Where Words Make Wishes Come True
MORRISTOWN, N.J. — It wasn’t that he didn’t love his brother David, or didn’t care that cancer was killing him. John Rewick wanted to remember him as the older brother who had reared him after their parents died, not as the brother who was wasting away.
But David wanted to get together, and he relayed his wish to Happiness Unlimited, an organization that specializes in fulfilling requests from adults with cancer.
Lisa DeRosa, a volunteer for the group, persisted. She called John Rewick in California, again and again. When he seemed willing but didn’t want to leave his wife and young son, she said they could come too.
Finally he agreed, and the organization flew them to New Jersey, to the home in Milford where his 54-year-old brother was waiting.
“As soon as I drove down to his house, it really hit home that this was a really wonderful, great thing,” said John, 42. The brothers talked and reminisced. Those spring days in 1993 were their last together. David died that August.
The visit provided another reward. “We have some nice videotape,” John said. “I can show my son who his uncle was.”
In the 10 years since Happiness Unlimited was started, more than 600 requests have been granted. A number of groups fulfill the wishes of seriously ill children, but the Morristown-based organization exclusively helps adult cancer patients.
The organization was founded by Leigh Porges and Anne DeLaney. The New Jersey women met at a dinner and immediately clicked. DeLaney told Porges about her mother, who had died of cancer some years before, and how much it had meant to her to bring her family together one last time.
“I related that story to Leigh, and she said, ‘Wouldn’t it be great if we could do that for other families that can’t afford to do so?’ ” DeLaney said. “Out of that conversation, we started Happiness Unlimited.”
The organization works out of four hospitals in northern New Jersey: St. Barnabas Medical Center in Livingston, Morristown Memorial Hospital, Overlook Hospital in Summit, and Union Hospital.
It started with a $50,000 donation from Porges’ father, former Treasury Secretary William Simon.
The first wish granted sent a 28-year-old man to an NBA playoff game in Detroit, Porges said. “He took three friends, and none of them had ever been out of Union, [N.J.]. They had never been on an airplane.”
The women decided early on not to limit wishes to those who were terminally ill. They wanted the program to be open to anyone suffering from cancer in any stage. They also wanted to focus on adults.
“Adults are just as needy as children are,” Porges said. “Many, many times, adults struggle their whole lives to stay above water, to pay their bills, and then something like cancer happens. It’s very, very tough.”

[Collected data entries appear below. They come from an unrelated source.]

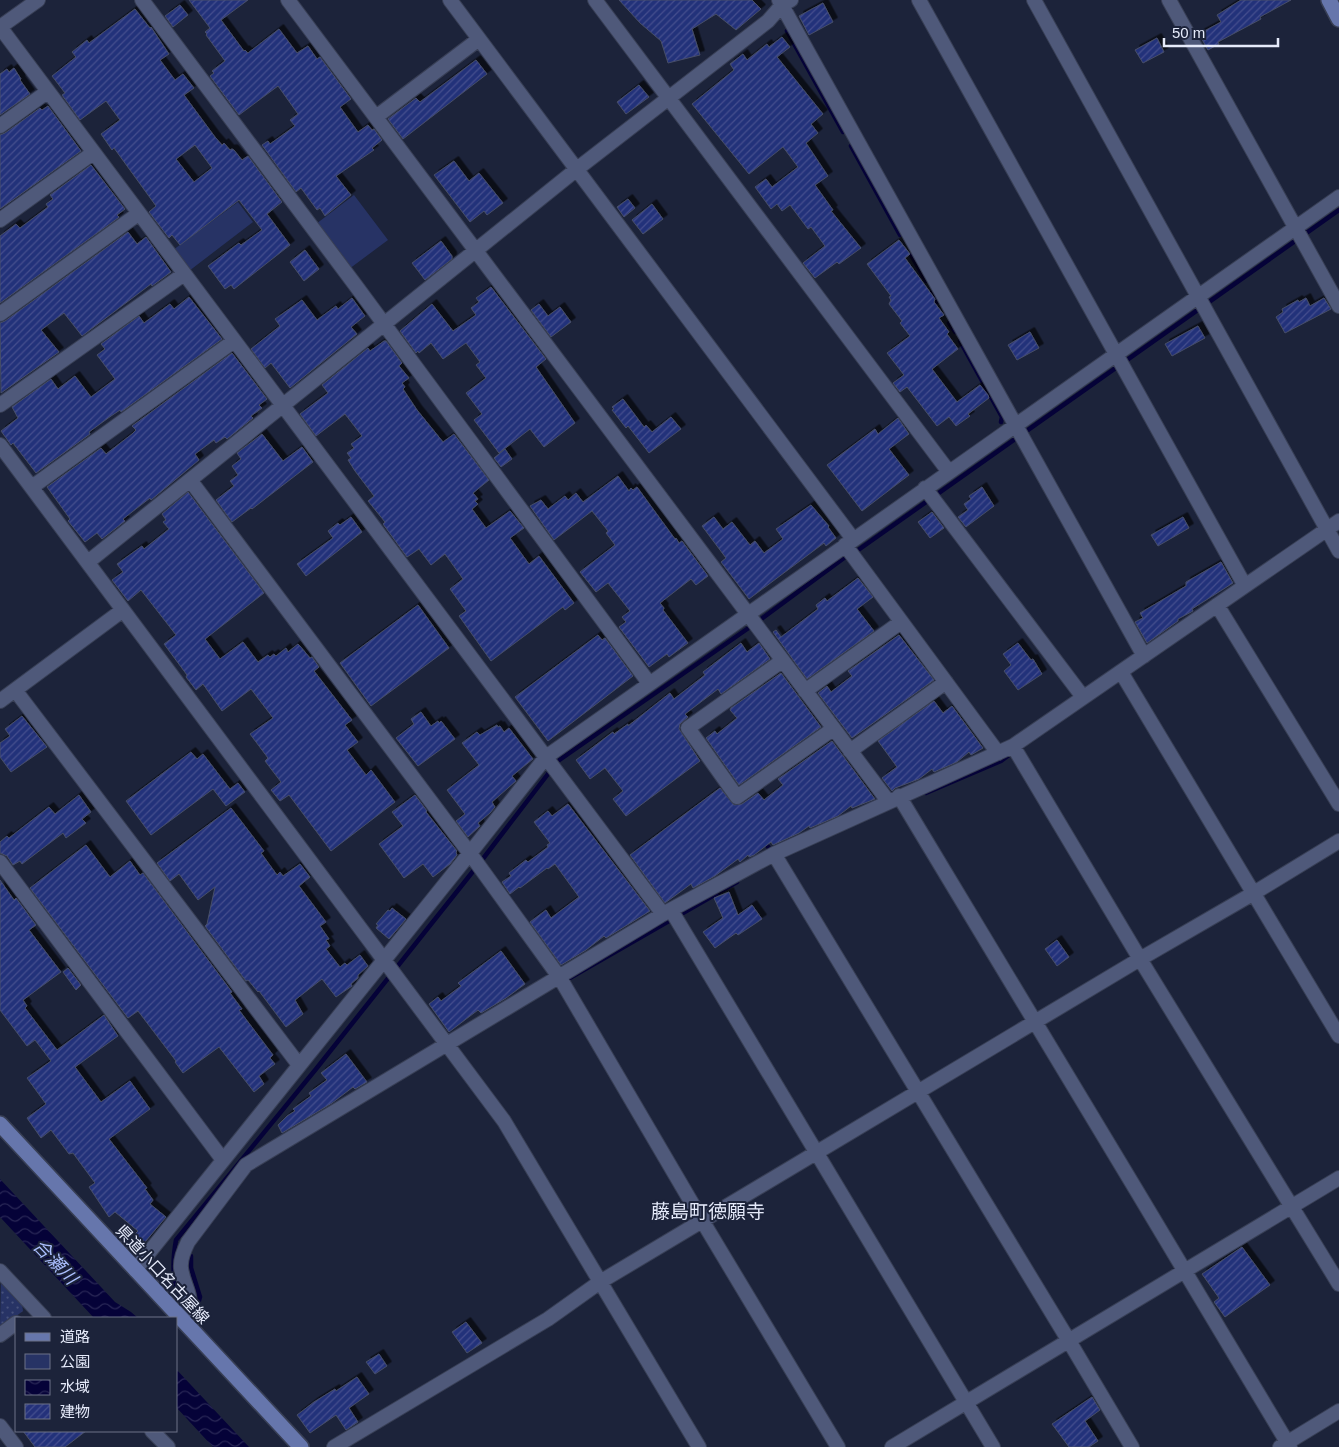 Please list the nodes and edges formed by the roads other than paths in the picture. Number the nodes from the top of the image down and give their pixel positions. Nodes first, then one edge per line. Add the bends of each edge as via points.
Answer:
1 (38, 0) edge
2 (142, 0) edge
3 (288, 0) edge
4 (450, 0) edge
5 (595, 0) edge
6 (919, 0) edge
7 (1034, 0) edge
8 (1169, 0) edge
9 (1329, 0) edge
10 (784, 2) edge
11 (1339, 19) edge
12 (0, 27) edge
13 (479, 39) junction
14 (47, 92) junction
15 (669, 97) junction
16 (376, 117) junction
17 (0, 126) edge
18 (93, 153) junction
19 (577, 169) junction
20 (1339, 197) edge
21 (138, 214) junction
22 (0, 220) edge
23 (1299, 234) junction
24 (475, 250) junction
25 (184, 274) junction
26 (1202, 302) junction
27 (1339, 306) edge
28 (0, 314) edge
29 (384, 323) junction
30 (234, 341) junction
31 (1120, 360) junction
32 (0, 405) edge
33 (283, 405) junction
34 (1019, 431) junction
35 (0, 445) edge
36 (949, 472) junction
37 (190, 480) junction
38 (32, 487) junction
39 (930, 494) junction
40 (1333, 525) edge
41 (850, 548) junction
42 (1339, 550) edge
43 (88, 562) junction
44 (1246, 586) junction
45 (1218, 605) junction
46 (123, 610) junction
47 (752, 620) junction
48 (901, 622) junction
49 (1144, 656) junction
50 (782, 661) junction
51 (1121, 672) junction
52 (946, 682) junction
53 (649, 683) junction
54 (15, 690) junction
55 (805, 691) junction
56 (1083, 697) junction
57 (0, 701) edge
58 (833, 729) junction
59 (1013, 746) junction
60 (850, 751) junction
61 (998, 753) junction
62 (551, 764) junction
63 (894, 799) junction
64 (1339, 804) edge
65 (1339, 841) edge
66 (774, 854) junction
67 (475, 860) junction
68 (0, 862) edge
69 (1254, 893) junction
70 (667, 912) junction
71 (1140, 959) junction
72 (389, 967) junction
73 (560, 978) junction
74 (1035, 1023) junction
75 (1339, 1036) edge
76 (447, 1045) junction
77 (300, 1065) junction
78 (918, 1093) junction
79 (0, 1124) edge
80 (816, 1154) junction
81 (224, 1160) junction
82 (1339, 1178) edge
83 (1292, 1207) junction
84 (703, 1222) junction
85 (135, 1270) junction
86 (1186, 1270) junction
87 (0, 1271) edge
88 (600, 1282) junction
89 (1339, 1284) edge
90 (40, 1314) edge
91 (26, 1317) edge
92 (181, 1319) junction
93 (15, 1324) edge
94 (0, 1335) edge
95 (1069, 1341) junction
96 (966, 1403) junction
97 (1339, 1411) edge
98 (0, 1426) edge
99 (153, 1432) edge
100 (1285, 1445) edge
101 (16, 1447) edge
102 (168, 1447) edge
103 (301, 1447) edge
104 (334, 1447) edge
105 (699, 1447) edge
106 (838, 1447) edge
107 (892, 1447) edge
108 (993, 1447) edge
109 (1132, 1447) edge

1 - 12 street
2 - 29 street
3 - 16 street
4 - 13 street
5 - 15 street
6 - 31 street
7 - 26 street
8 - 23 street
9 - 11 main road
10 - 15 street via 768,21
10 - 34 street
12 - 14 street
13 - 16 street
13 - 19 street
14 - 17 street
14 - 18 street
15 - 19 street
15 - 36 street
16 - 24 street
18 - 21 street
18 - 22 street
19 - 24 street
19 - 41 street
20 - 23 street
21 - 25 street
21 - 28 street
23 - 26 street
23 - 27 street
24 - 29 street
24 - 47 street
25 - 30 street
25 - 32 street
26 - 31 street
26 - 40 street
29 - 33 street
29 - 53 street
30 - 33 street
30 - 38 street
31 - 34 street
31 - 44 street
33 - 37 street
33 - 62 street
34 - 36 street
34 - 49 street
35 - 38 street
36 - 39 street
37 - 43 street
37 - 67 street
38 - 43 street
39 - 41 street
39 - 56 street
40 - 42 street
40 - 44 street
41 - 47 street
41 - 48 street
43 - 46 street
44 - 45 street
45 - 49 street
45 - 64 street
46 - 54 street
46 - 72 street
47 - 50 street
47 - 53 street
48 - 52 street
48 - 55 street
49 - 51 street
50 - 55 street
50 - 58 street via 688,728 737,797
51 - 56 street
51 - 69 street
52 - 60 street
52 - 61 street
53 - 62 street
54 - 57 street
54 - 77 street
55 - 58 street
56 - 59 street
58 - 60 street
59 - 61 street
59 - 71 street
60 - 63 street
61 - 63 street
62 - 67 street
62 - 70 street
63 - 66 street
63 - 74 street
65 - 69 street
66 - 70 street
66 - 78 street
67 - 72 street
67 - 73 street
68 - 81 street
69 - 71 street
69 - 75 street
70 - 73 street
70 - 80 street
71 - 74 street
71 - 83 street
72 - 76 street
72 - 77 street
73 - 76 street
73 - 84 street
74 - 78 street
74 - 86 street
76 - 88 street via 504,1120
76 - 92 street via 246,1165 188,1242 181,1267 190,1298 189,1308
77 - 81 street
78 - 80 street
78 - 95 street
79 - 85 main road, 県道小口名古屋線
80 - 84 street
80 - 96 street
81 - 85 street
82 - 83 street
83 - 86 street
83 - 89 street
84 - 88 street
84 - 106 street
85 - 92 main road, 県道小口名古屋線
86 - 95 street
86 - 100 street
87 - 90 street
88 - 104 street via 548,1319
88 - 105 street
90 - 91 street
92 - 103 main road, 県道小口名古屋線
93 - 94 street
95 - 96 street
95 - 109 street
96 - 107 street
96 - 108 street
97 - 100 street
98 - 101 street
99 - 102 street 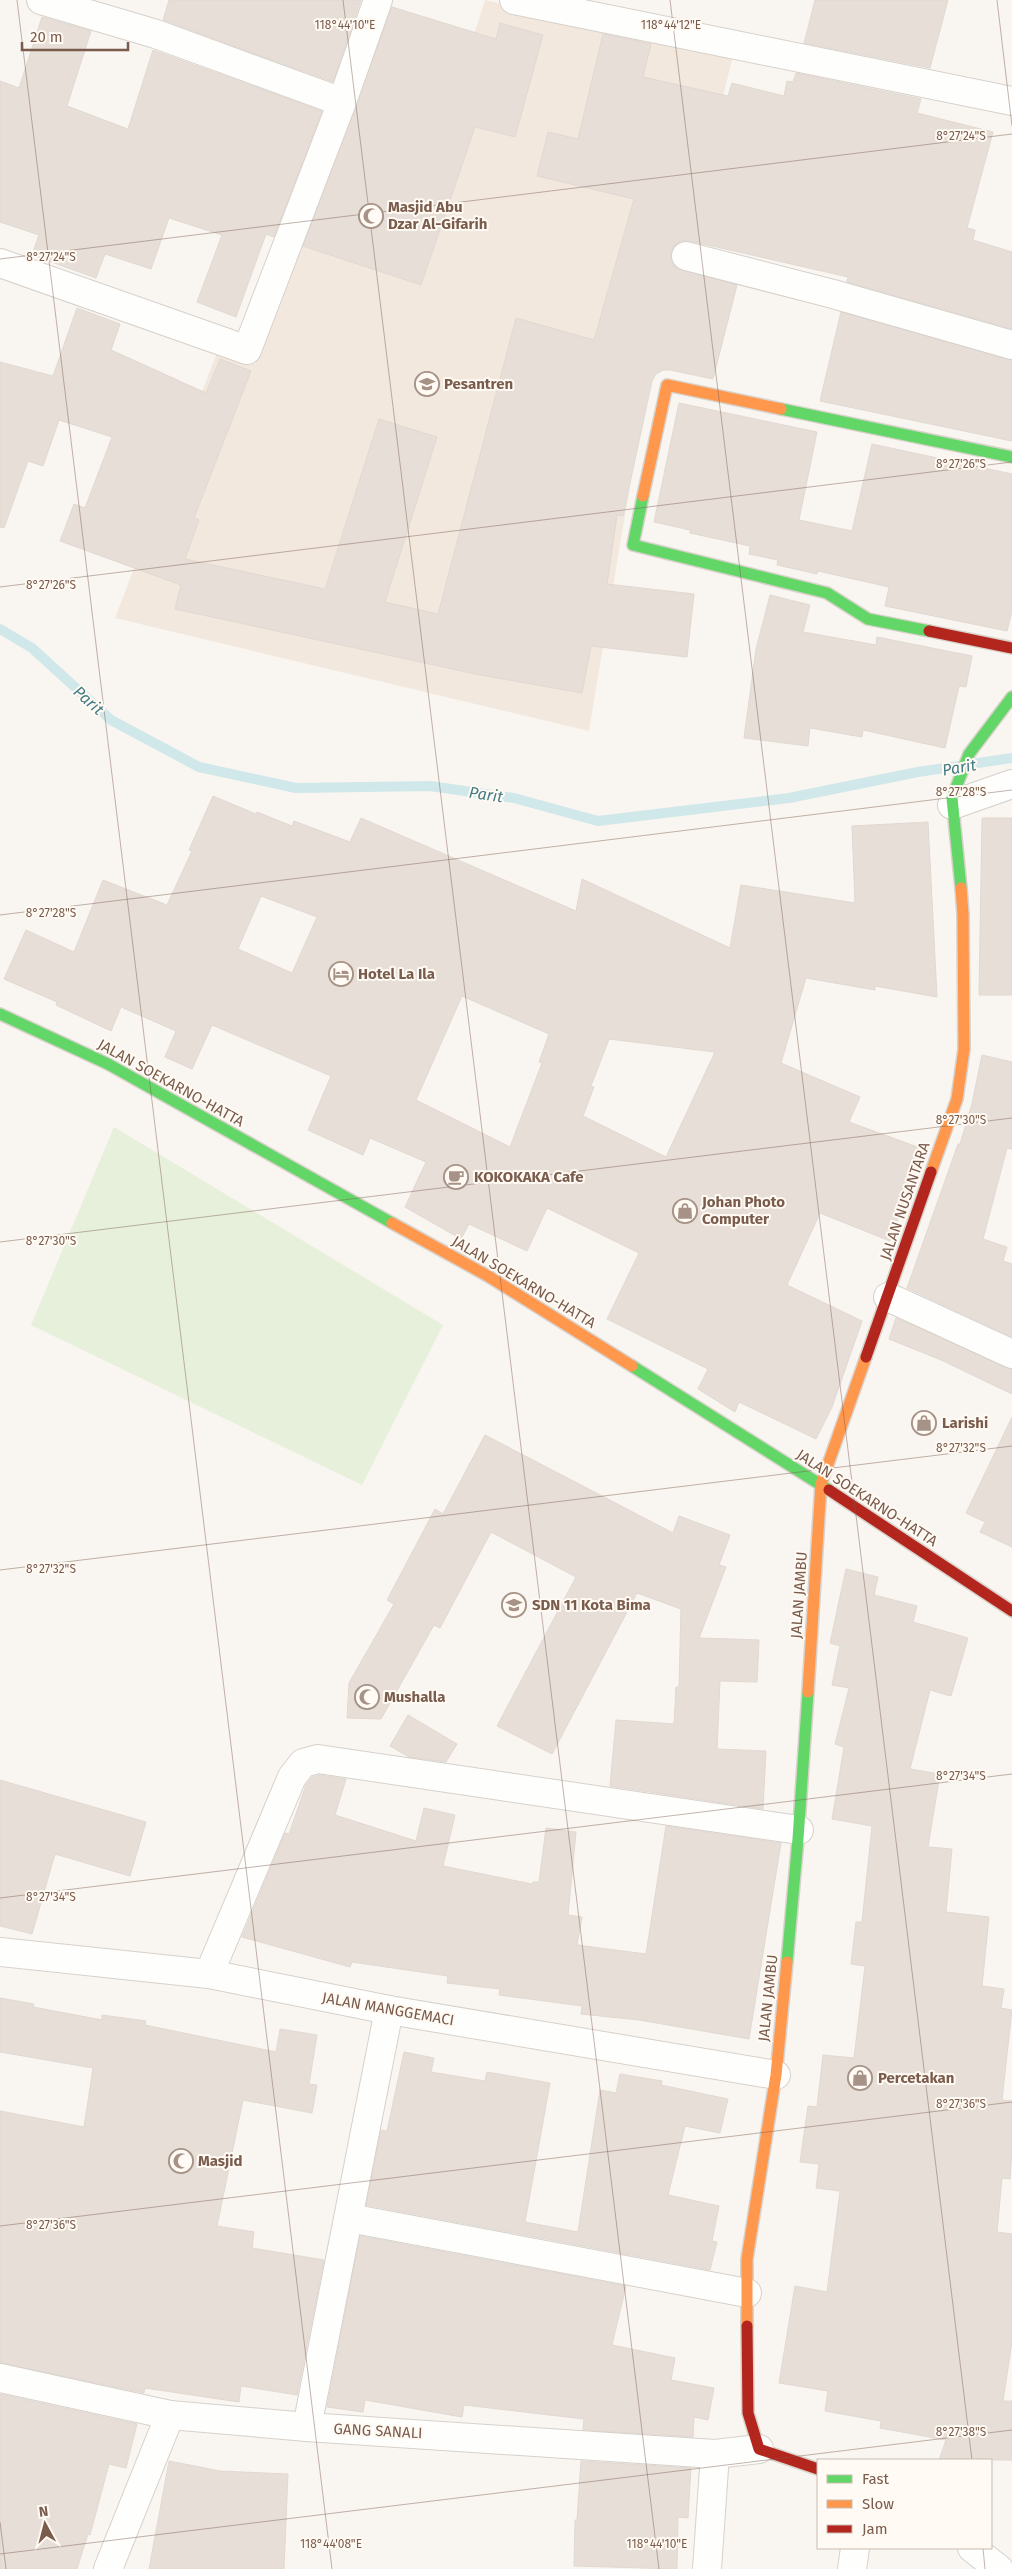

People who cannot afford to fulfill their dreams on their own are allowed one request. It must be for an experience--having family members flown in for a reunion, visiting Disneyland, going to a Broadway play--not a material object.
“I don’t think we’re in the business of giving out televisions,” DeLaney said. “It’s to take someone away from the pain and agony of cancer.”
The organization has 40 volunteers, or “wish managers,” who belong to one of four hospital-based chapters. Once a wish request is approved, one volunteer will see it through.
The volunteer will call hotels and other businesses, asking them to donate services. Cash outlays are limited to $2,500, and recipients are encouraged to keep travel plans within the continental United States, although exceptions have been granted. One couple traveled to Fatima, Portugal, to renew their wedding vows.
Porges and DeLaney take pride in the fact that their entire budget goes to wish fulfillment. Their office space is donated, and the salary of their one staff person is paid by the four hospitals. The $100,000 the organization spends every year comes from fund-raisers.
The program worked for cancer survivor Albert Sims and his wife, Diane. They went on a cruise in June after Albert, 76, was treated for prostate cancer.
“He was worn down by the treatment,” Diane Sims said. “It was such an uplifting thing. He was magnificent.”